**What the exercise asks:** Only certain lines below are wanted: those starting at the line containing "M204,41L220,49L209,67L194,59Z" and ending at the line containing "M874,597L888,613L877,623L863,608Z", both included, each retyped exactly.
** Input for this task follows **
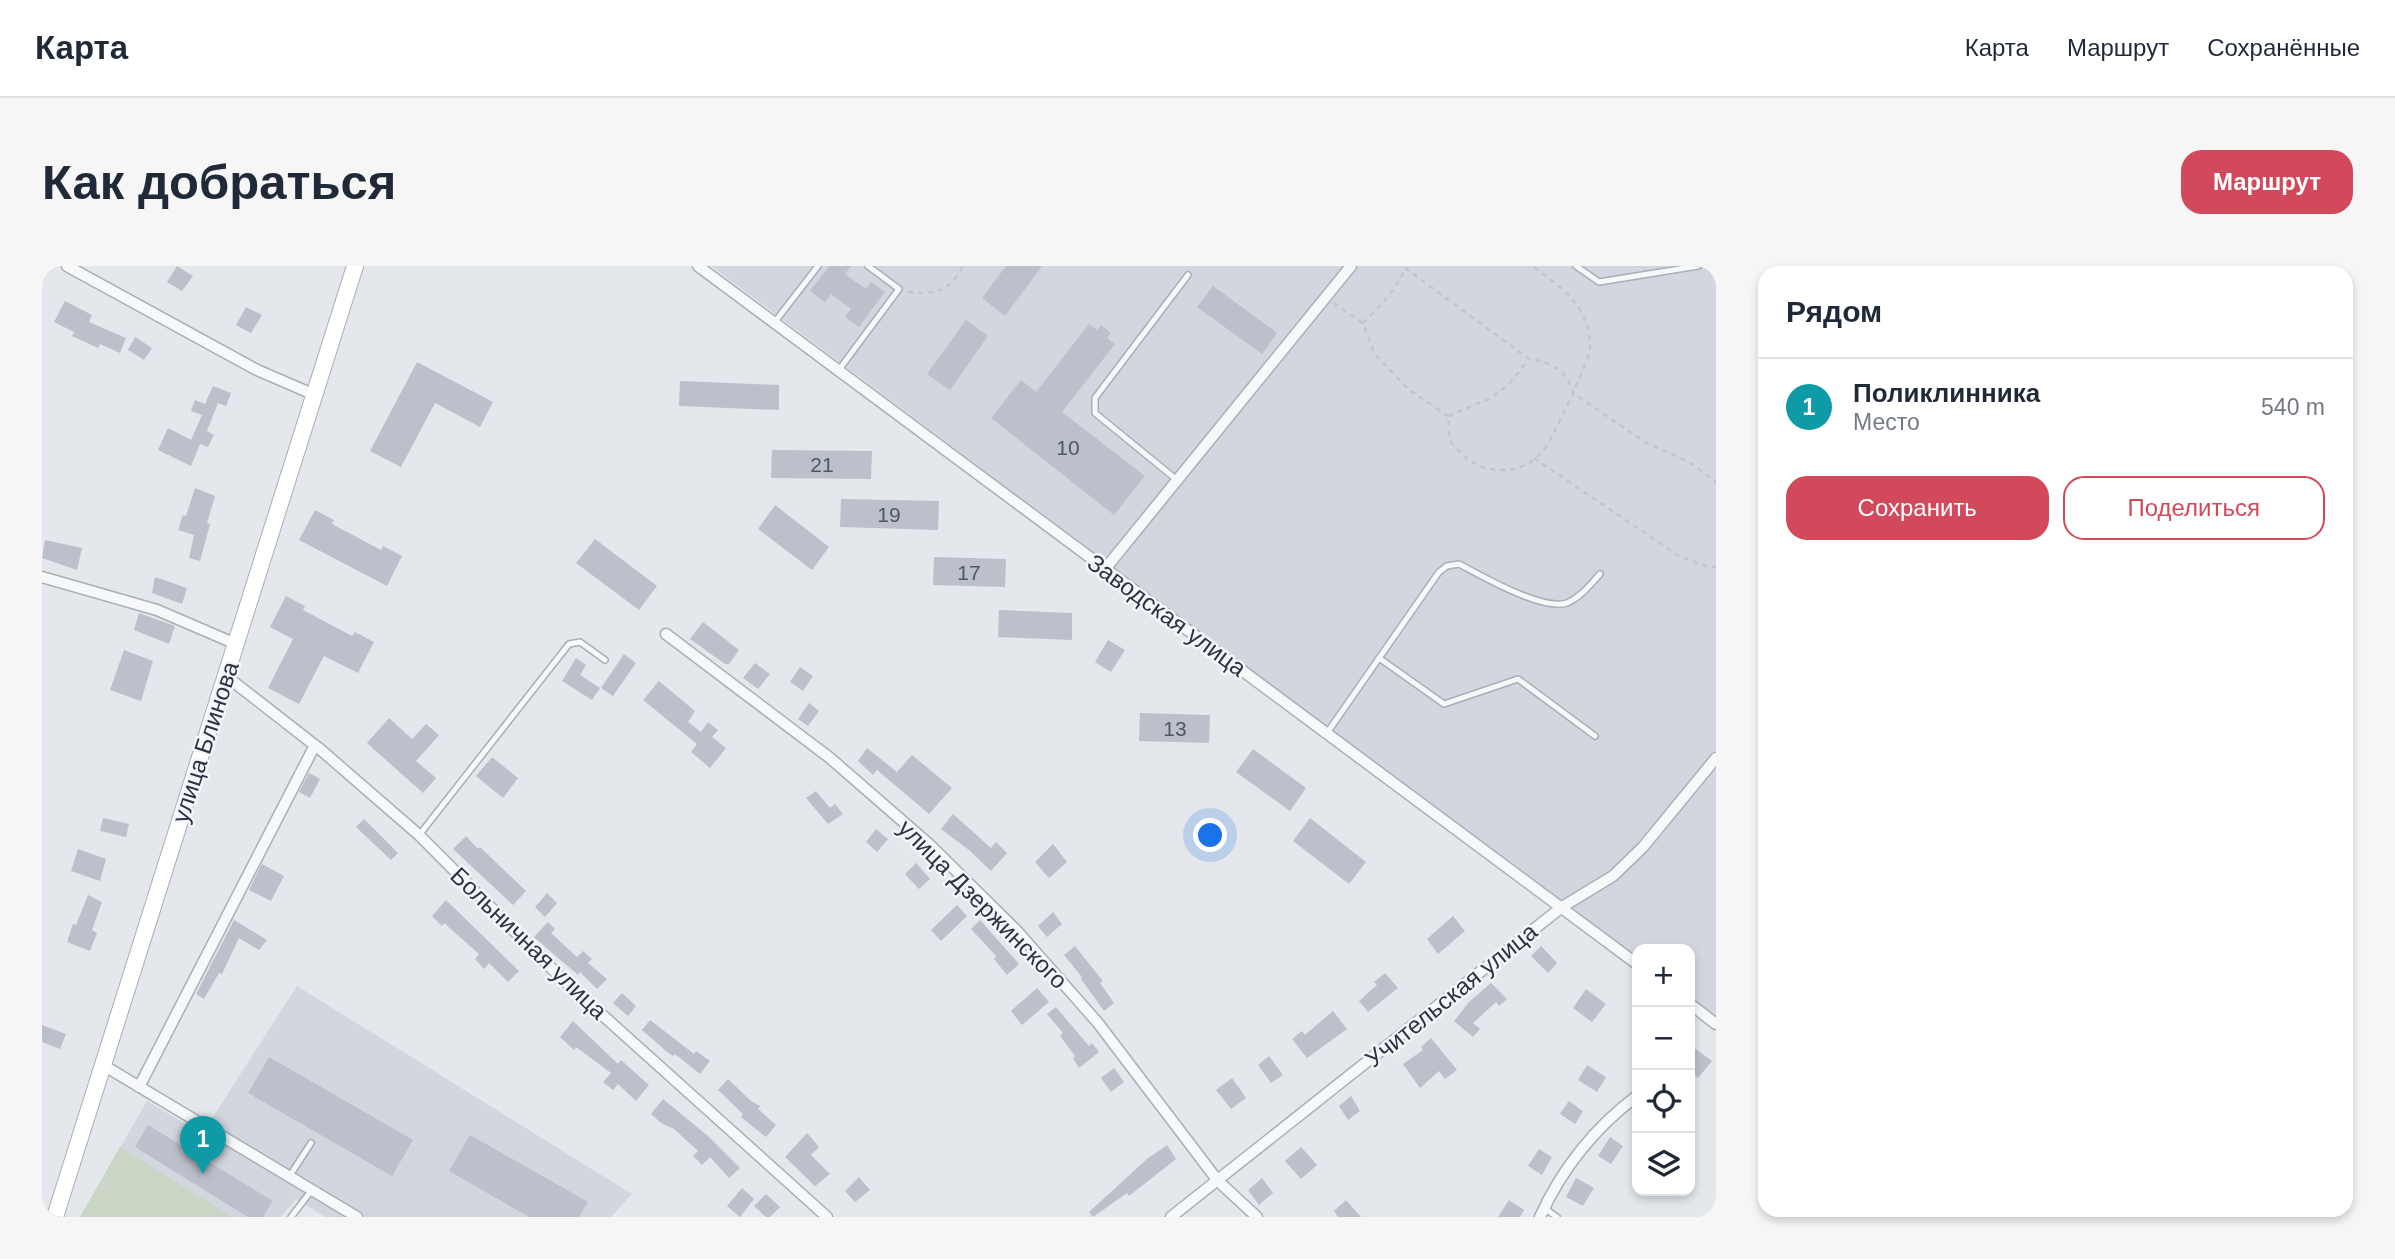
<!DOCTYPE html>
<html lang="ru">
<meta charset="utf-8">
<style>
body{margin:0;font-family:Helvetica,sans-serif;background:#f6f6f7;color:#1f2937}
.controls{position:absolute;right:21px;bottom:21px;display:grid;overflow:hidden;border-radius:14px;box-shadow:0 4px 10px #0003}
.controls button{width:63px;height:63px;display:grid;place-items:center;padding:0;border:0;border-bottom:2px solid #e0e1e3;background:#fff;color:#1f2937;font:35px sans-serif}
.you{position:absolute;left:1169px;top:570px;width:24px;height:24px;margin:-18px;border:5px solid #fff;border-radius:50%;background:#1a73e8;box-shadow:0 0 0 10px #1a73e833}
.badge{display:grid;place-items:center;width:46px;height:46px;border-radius:50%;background:#d1495b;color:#fff;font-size:23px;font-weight:700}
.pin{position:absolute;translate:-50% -58px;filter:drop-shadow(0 2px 4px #0008)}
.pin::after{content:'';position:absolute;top:37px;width:24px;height:21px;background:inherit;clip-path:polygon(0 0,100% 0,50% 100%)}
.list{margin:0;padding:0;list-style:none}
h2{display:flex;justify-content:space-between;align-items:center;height:91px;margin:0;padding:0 28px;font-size:30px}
h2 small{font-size:23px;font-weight:400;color:#747a83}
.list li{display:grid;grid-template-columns:46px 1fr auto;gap:21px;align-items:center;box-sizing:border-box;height:98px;padding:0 28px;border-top:2px solid #e0e1e3}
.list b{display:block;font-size:26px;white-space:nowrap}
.list p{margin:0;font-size:23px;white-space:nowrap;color:#747a83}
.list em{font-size:23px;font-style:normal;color:#747a83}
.actions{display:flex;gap:14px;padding:21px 28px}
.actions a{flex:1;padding:16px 0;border:2px solid #d1495b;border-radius:21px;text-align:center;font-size:24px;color:#d1495b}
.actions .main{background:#d1495b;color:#fff}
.icon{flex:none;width:38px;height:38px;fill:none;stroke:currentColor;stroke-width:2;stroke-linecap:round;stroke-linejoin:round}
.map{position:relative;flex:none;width:1674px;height:951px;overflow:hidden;border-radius:21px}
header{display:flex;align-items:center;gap:42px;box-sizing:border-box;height:98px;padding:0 35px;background:#fff;border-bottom:2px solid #e0e1e3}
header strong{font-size:33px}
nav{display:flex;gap:38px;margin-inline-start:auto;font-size:24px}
.intro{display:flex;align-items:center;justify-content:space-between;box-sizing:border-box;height:168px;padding:0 42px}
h1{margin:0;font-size:49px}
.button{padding:18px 32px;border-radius:21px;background:#d1495b;color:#fff;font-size:24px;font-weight:700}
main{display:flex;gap:42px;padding:0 42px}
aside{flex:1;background:#fff;border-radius:21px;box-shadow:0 4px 10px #0003}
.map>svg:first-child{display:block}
.built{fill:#d2d6de}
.green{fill:#c9d6c5}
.building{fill:#bbc0ca}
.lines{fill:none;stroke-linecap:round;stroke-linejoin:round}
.service-casing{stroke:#a9aeb7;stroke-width:8}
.minor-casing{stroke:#a9aeb7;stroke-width:13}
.secondary-casing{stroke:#a9aeb7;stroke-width:18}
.path{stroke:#c2c5cb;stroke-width:2.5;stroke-dasharray:5 5;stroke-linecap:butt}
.service{stroke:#f7f8fa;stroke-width:5}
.minor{stroke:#f7f8fa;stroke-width:10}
.secondary{stroke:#fff;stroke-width:16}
.labels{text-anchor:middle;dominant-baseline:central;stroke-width:5;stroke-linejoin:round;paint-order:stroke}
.number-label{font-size:21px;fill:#4f5766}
.street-label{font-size:24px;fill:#2b3445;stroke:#f4f6f9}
</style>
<header>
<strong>Карта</strong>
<nav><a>Карта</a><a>Маршрут</a><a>Сохранённые</a></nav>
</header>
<div class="intro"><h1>Как добраться</h1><a class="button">Маршрут</a></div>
<main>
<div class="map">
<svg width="1674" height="951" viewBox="0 0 1674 951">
<rect width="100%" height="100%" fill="#e4e7ec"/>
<!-- built -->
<path class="built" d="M669,0H1674V751L1648,731V683H1595V692Z
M255,720L590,928L569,951H283L254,933L239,951H38L105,835L160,868Z"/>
<!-- green -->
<path class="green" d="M78,881L190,951H38Z"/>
<!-- building -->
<path class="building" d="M135,0L151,10L140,25L125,16Z
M787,0H809L803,8L824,23L829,16L843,26L817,61L803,51L809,43L789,28L783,36L768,25Z
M964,0H1000L963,50L940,32Z
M1171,20L1235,67L1220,88L1155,41Z
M23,35L50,49L47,56L84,72L78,87L58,78L56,82L30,70L32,66L12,56Z
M204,41L220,49L209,67L194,59Z
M924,54L946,70L908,124L885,108Z
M1047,58L1055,64L1059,59L1069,67L1065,72L1073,78L1020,146L1103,210L1072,249L949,152L979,114L994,126Z
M93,71L110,82L102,94L86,84Z
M375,96L451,136L438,161L393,137L359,201L328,185Z
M638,115L737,119V144L637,140Z
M171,120L189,127L184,140L176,137L165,165L172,169L166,181L158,178L149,200L116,184L126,162L149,174L160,149L149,145L153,134L163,138Z
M730,184L830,185L829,213L729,212Z
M153,222L173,230L165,257L168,258L158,295L147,292L152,269L136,264L141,249L144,250Z
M799,233L897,235L896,264L798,261Z
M733,239L787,281L770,304L716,263Z
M273,244L292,254L290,258L339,284L341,280L360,290L345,320L257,274Z
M553,273L615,320L597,344L534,297Z
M3,274L40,282L35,304L0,292Z
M892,291L964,293L963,321L891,319Z
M113,311L145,322L140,338L110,327Z
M244,330L263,340L261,344L310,370L313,366L332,376L316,407L282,390L257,438L226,422L251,373L228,361Z
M957,344L1030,347V374L956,371Z
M97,347L133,360L127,378L92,364Z
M661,356L697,384L687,398H683L648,373Z
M1066,374L1083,384L1069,406L1053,396Z
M82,384L111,395L99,435L68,424Z
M582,388L594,397L571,430L559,422Z
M534,392L544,399L538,409L558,422L550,434L520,415Z
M713,397L728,408L716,423L701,412Z
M758,401L771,410L761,425L748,416Z
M617,415L653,445L646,456L659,466L666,456L676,464L670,471L684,482L668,502L649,486L655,478L601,434Z
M767,437L777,445L766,460L756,453Z
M1098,447L1168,449L1167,477L1097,475Z
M347,452L370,473L384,458L397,469L374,495L394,512L381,527L325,477Z
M825,482L855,506L870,489L910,522L887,548L835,504L831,509L816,495Z
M1211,483L1264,522L1248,545L1194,506Z
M450,491L476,512L461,532L434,510Z
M267,507L278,513L268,532L257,526Z
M774,525L788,542L793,538L801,548L786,558L764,532Z
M911,548L949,582L954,576L965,587L949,605L927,584L899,563Z
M61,552L87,558L84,571L58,565Z
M1268,552L1324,596L1307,618L1251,575Z
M322,553L356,587L349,594L314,561Z
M834,563L846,573L835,586L824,576Z
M424,570L436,583L438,581L484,625L471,639L411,583Z
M1011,578L1025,596L1007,612L993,596Z
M36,583L64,593L58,615L29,605Z
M874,597L888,613L877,623L863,608Z
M220,598L242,610L229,635L207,624Z
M505,627L515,637L503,651L493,641Z
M46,629L60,636L50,664L55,667L48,685L25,676L31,658L34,659Z
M404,634L477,705L466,716L447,697L442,703L433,693L437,688L402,657L400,660L390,650Z
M915,639L925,650L899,675L889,664Z
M1011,646L1020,658L1005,671L996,660Z
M1411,650L1423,665L1396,688L1385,673Z
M192,654L225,674L217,684L197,672L180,708L177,707L162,733L154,728Z
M938,654L977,698L965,709L952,693L954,690L929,663Z
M506,656L513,663L509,667L535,691L541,685L550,693L546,697L565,713L555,723L538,706L536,709L492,671Z
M1033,680L1061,715L1058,717L1072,737L1062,745L1039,713L1040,711L1022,689Z
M1499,680L1515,697L1506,707L1489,690Z
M1343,707L1356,722L1326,746L1317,735L1335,719L1332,716Z
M1449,717L1465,733L1457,740L1454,736L1431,757L1438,763L1431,771L1412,755L1427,736Z
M995,722L1007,736L980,759L969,745Z
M1544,723L1564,738L1550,756L1531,742Z
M580,727L594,740L586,750L571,737Z
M1014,741L1047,780L1050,777L1057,786L1037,802L1031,792L1033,790L1018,770L1021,767L1005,748Z
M1291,745L1305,763L1265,792L1250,773L1260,765L1263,769Z
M608,754L652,788L654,785L668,795L658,808L633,788L631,790L624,785L600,764Z
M531,755L576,798L579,794L607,819L594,835L576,818L571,824L561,816L569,807L534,781L532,784L518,771Z
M0,759L24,768L18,783L0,776Z
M1389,772L1415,804L1403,813L1397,805L1378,822L1361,798L1381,784L1379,781Z
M1648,779L1670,795L1656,812L1648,806Z
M1227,790L1241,809L1229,817L1216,799Z
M227,791L371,874L350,910L206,827Z
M1545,799L1564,811L1555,826L1536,814Z
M1072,802L1082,816L1069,826L1059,812Z
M1190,812L1204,832L1189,843L1174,824Z
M686,813L709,835L718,840L716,843L734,859L724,871L699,851L701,848L676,824Z
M1309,830L1318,845L1306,854L1297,840Z
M621,833L667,871L698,902L687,912L668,891L660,899L651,890L656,885L632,863L619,857L609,848Z
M1527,835L1541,845L1533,858L1518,848Z
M106,859L231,935L221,951H206L93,881Z
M765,867L777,881L769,889L788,908L773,920L743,891Z
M428,869L546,936L537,951H487L407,905Z
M1568,871L1581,880L1569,898L1556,890Z
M1125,879L1134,893L1087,930L1085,927L1051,951L1047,946L1105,893Z
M1259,881L1275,899L1259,913L1243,895Z
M1497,883L1510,891L1500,909L1486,900Z
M817,911L828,924L813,936L803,925Z
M1220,912L1231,927L1217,939L1206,924Z
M1534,912L1552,922L1541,940L1524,931Z
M700,922L712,933L698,951L685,940Z
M724,928L738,941L728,951H724L712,940Z
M1304,934L1319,951H1296L1292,945Z
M1467,934L1482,944L1478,951H1456Z"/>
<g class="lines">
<!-- service casing -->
<g class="service-casing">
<path id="service" d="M1534,0L1557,16L1656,0
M732,57L776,0
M796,105L857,23L826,0
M1135,214L1053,147V132L1146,9
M1337,392L1402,438L1476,413L1553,470
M1285,467L1397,306L1405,300L1417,298C1440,310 1500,345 1525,337C1539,331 1548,319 1558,308
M378,568L527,378L538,376L563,394
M247,911L269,877
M1502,942L1515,951
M249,951L270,924"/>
</g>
<!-- minor casing -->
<g class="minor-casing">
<path id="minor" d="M25,0L215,104L273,129
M656,0L1595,698
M1063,303L1309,0
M0,311L115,344L194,378
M624,368L788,492L888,579L975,665L1056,757L1176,915L1215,951
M184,410L279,484L377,569L517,710L785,951
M1648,738L1674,758
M61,799L315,951
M97,821L273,479
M1129,951L1520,641L1571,610L1601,581L1674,492
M1498,951C1519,904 1553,861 1595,830"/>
</g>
<!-- secondary casing -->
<g class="secondary-casing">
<path id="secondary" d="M13,951L313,0"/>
</g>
<!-- path -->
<path class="path" d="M1363,2L1487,93C1509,96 1525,104 1531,127L1603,176L1647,196L1674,216
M866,26C893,29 908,25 921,0
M1292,37L1321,57L1332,87L1366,123L1406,150C1407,157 1406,169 1409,176C1411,180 1417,184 1420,188C1442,210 1480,210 1501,185C1511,173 1545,99 1548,83C1548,79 1548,71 1547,67C1541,35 1514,17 1490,0
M1321,57C1338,40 1353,26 1363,3
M1406,150L1447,133L1467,118L1487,93
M1492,192L1637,290L1664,300L1674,301"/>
<!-- service -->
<use href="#service" class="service"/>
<!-- minor -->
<use href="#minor" class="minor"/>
<!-- secondary -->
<use href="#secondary" class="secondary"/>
</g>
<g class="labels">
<!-- number labels -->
<g class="number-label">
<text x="1026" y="181">10</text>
<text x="780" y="198">21</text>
<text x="847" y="248">19</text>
<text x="927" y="306">17</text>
<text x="1133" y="462">13</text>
</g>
<!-- street labels -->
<g class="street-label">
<text transform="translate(1125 349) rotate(36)">Заводская улица</text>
<text transform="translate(163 476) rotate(-72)">улица Блинова</text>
<text transform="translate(941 638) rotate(45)">улица Дзержинского</text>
<text transform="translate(487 677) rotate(44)">Больничная улица</text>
<text transform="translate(1409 729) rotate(-39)">Учительская улица</text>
</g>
</g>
</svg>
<div class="controls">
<button>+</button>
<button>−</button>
<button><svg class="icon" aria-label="locate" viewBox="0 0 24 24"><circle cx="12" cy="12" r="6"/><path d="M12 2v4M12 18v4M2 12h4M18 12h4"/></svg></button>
<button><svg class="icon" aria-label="layers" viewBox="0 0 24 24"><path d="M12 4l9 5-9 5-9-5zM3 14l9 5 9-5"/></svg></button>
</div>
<div class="you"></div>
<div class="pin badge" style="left:161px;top:908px;background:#0f9aa8">1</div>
</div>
<aside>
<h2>Рядом<small></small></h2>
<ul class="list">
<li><span class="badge" style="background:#0f9aa8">1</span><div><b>Поликлинника</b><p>Место</p></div><em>540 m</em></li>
</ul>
<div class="actions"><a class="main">Сохранить</a><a>Поделиться</a></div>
</aside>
</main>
** End of Input for this task **
**Output for this task:**
M204,41L220,49L209,67L194,59Z
M924,54L946,70L908,124L885,108Z
M1047,58L1055,64L1059,59L1069,67L1065,72L1073,78L1020,146L1103,210L1072,249L949,152L979,114L994,126Z
M93,71L110,82L102,94L86,84Z
M375,96L451,136L438,161L393,137L359,201L328,185Z
M638,115L737,119V144L637,140Z
M171,120L189,127L184,140L176,137L165,165L172,169L166,181L158,178L149,200L116,184L126,162L149,174L160,149L149,145L153,134L163,138Z
M730,184L830,185L829,213L729,212Z
M153,222L173,230L165,257L168,258L158,295L147,292L152,269L136,264L141,249L144,250Z
M799,233L897,235L896,264L798,261Z
M733,239L787,281L770,304L716,263Z
M273,244L292,254L290,258L339,284L341,280L360,290L345,320L257,274Z
M553,273L615,320L597,344L534,297Z
M3,274L40,282L35,304L0,292Z
M892,291L964,293L963,321L891,319Z
M113,311L145,322L140,338L110,327Z
M244,330L263,340L261,344L310,370L313,366L332,376L316,407L282,390L257,438L226,422L251,373L228,361Z
M957,344L1030,347V374L956,371Z
M97,347L133,360L127,378L92,364Z
M661,356L697,384L687,398H683L648,373Z
M1066,374L1083,384L1069,406L1053,396Z
M82,384L111,395L99,435L68,424Z
M582,388L594,397L571,430L559,422Z
M534,392L544,399L538,409L558,422L550,434L520,415Z
M713,397L728,408L716,423L701,412Z
M758,401L771,410L761,425L748,416Z
M617,415L653,445L646,456L659,466L666,456L676,464L670,471L684,482L668,502L649,486L655,478L601,434Z
M767,437L777,445L766,460L756,453Z
M1098,447L1168,449L1167,477L1097,475Z
M347,452L370,473L384,458L397,469L374,495L394,512L381,527L325,477Z
M825,482L855,506L870,489L910,522L887,548L835,504L831,509L816,495Z
M1211,483L1264,522L1248,545L1194,506Z
M450,491L476,512L461,532L434,510Z
M267,507L278,513L268,532L257,526Z
M774,525L788,542L793,538L801,548L786,558L764,532Z
M911,548L949,582L954,576L965,587L949,605L927,584L899,563Z
M61,552L87,558L84,571L58,565Z
M1268,552L1324,596L1307,618L1251,575Z
M322,553L356,587L349,594L314,561Z
M834,563L846,573L835,586L824,576Z
M424,570L436,583L438,581L484,625L471,639L411,583Z
M1011,578L1025,596L1007,612L993,596Z
M36,583L64,593L58,615L29,605Z
M874,597L888,613L877,623L863,608Z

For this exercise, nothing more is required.